> **ENTRIES SHOWN**:

****************************************

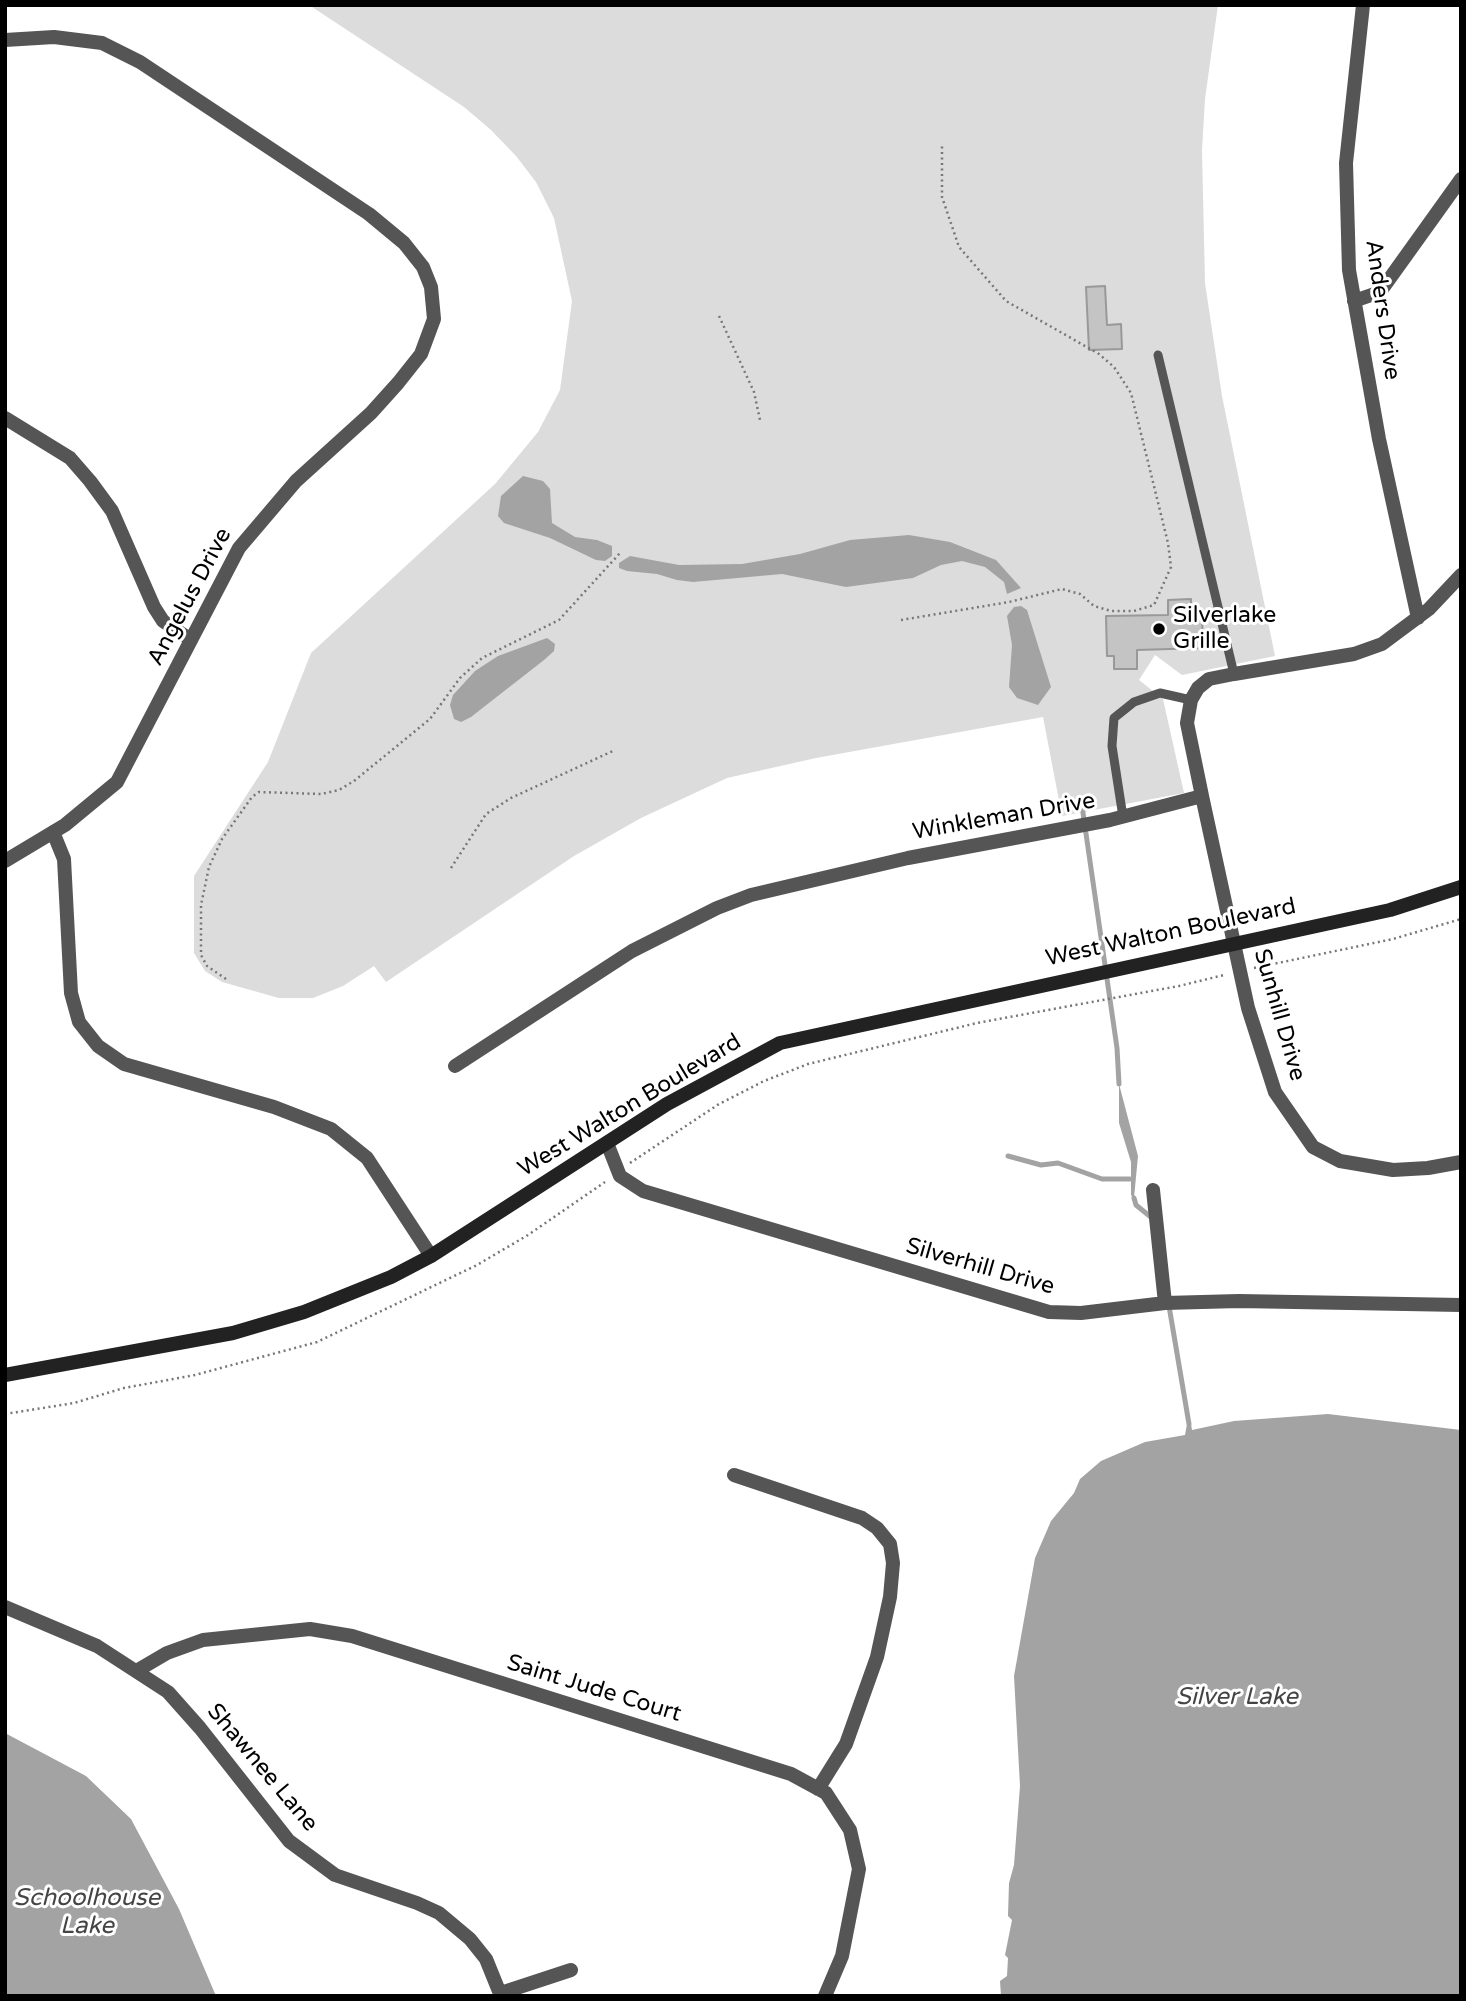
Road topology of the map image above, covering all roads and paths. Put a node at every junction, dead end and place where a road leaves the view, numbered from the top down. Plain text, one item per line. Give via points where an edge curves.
1 (1363, 5) edge
2 (5, 40) edge
3 (942, 146) dead end
4 (1461, 178) edge
5 (1354, 301) junction
6 (719, 316) dead end
7 (1158, 355) dead end
8 (5, 418) edge
9 (760, 419) dead end
10 (620, 553) dead end
11 (1461, 575) edge
12 (1418, 618) junction
13 (901, 620) dead end
14 (191, 640) junction
15 (1234, 674) junction
16 (1191, 700) junction
17 (615, 750) dead end
18 (1202, 796) junction
19 (1124, 817) junction
20 (54, 832) junction
21 (5, 861) edge
22 (451, 868) dead end
23 (1461, 887) edge
24 (1461, 919) edge
25 (1235, 943) junction
26 (1241, 971) junction
27 (226, 979) dead end
28 (455, 1066) dead end
29 (607, 1143) junction
30 (1461, 1162) edge
31 (618, 1172) junction
32 (1153, 1190) dead end
33 (431, 1256) junction
34 (1165, 1303) junction
35 (1461, 1305) edge
36 (5, 1375) edge
37 (5, 1415) edge
38 (734, 1475) dead end
39 (5, 1607) edge
40 (138, 1670) junction
41 (818, 1789) junction
42 (571, 1970) dead end
43 (501, 1994) edge
44 (825, 1996) edge

1 - 5 street, Anders Drive via 1346,163
2 - 14 street, Angelus Drive via 54,37 102,43 140,62 369,214 404,243 423,267 431,287 434,319 421,354 371,413 267,511 239,548
3 - 13 path via 942,197 948,220 983,278 1021,312 1099,354 1131,393 1171,567 1154,604 1134,611 1094,606 1080,594 1062,589
4 - 5 street via 1380,292
5 - 12 street, Anders Drive
6 - 9 path via 754,392
7 - 15 lane
8 - 14 street via 71,458 112,511 163,621
10 - 27 path via 559,621 482,658 460,678 430,719 354,781 321,794 259,792 252,797 222,839 209,867 201,905 201,955 207,966
11 - 12 street
12 - 15 street via 1388,641 1354,654
14 - 20 street, Angelus Drive via 117,782
15 - 16 street via 1209,680
16 - 18 street via 1187,723
16 - 19 lane via 1160,693 1134,702 1114,718 1112,746
17 - 22 path via 486,814
18 - 19 street, Winkleman Drive
18 - 25 street, Sunhill Drive
19 - 28 street, Winkleman Drive via 908,858 751,895 632,951
20 - 21 street, Angelus Drive
20 - 33 street via 64,859 71,993 79,1022 98,1046 124,1064 274,1107 331,1129 367,1158
23 - 25 main road, West Walton Boulevard via 1390,910
24 - 26 path via 1393,939
25 - 26 street, Sunhill Drive
25 - 29 main road, West Walton Boulevard via 780,1043 667,1104
26 - 30 street, Sunhill Drive via 1275,1092 1313,1147 1340,1161 1392,1170
26 - 31 path via 977,1023 808,1064 719,1104
29 - 31 street
29 - 33 main road, West Walton Boulevard
31 - 34 street, Silverhill Drive via 643,1191 681,1204 1049,1312
31 - 37 path via 563,1213 477,1265 317,1342 195,1375
32 - 34 street
33 - 36 main road, West Walton Boulevard via 304,1312 233,1333
34 - 35 street, Silverhill Drive
38 - 41 street via 862,1518 890,1544 890,1597 877,1657 846,1744
39 - 40 street, Shawnee Lane via 97,1646
40 - 41 street, Saint Jude Court via 203,1640 286,1629 352,1636 765,1765
40 - 43 street, Shawnee Lane via 168,1692 200,1728 289,1840 335,1875 439,1913 486,1959
41 - 44 street, Saint Jude Court via 826,1793 850,1830 859,1869 842,1956
42 - 43 street, Shawnee Lane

****************************************

> **EXERCISE**: Return only those lines of the records that contain the string "Court".

> **SOLUTION TO THIS TASK**:
40 - 41 street, Saint Jude Court via 203,1640 286,1629 352,1636 765,1765
41 - 44 street, Saint Jude Court via 826,1793 850,1830 859,1869 842,1956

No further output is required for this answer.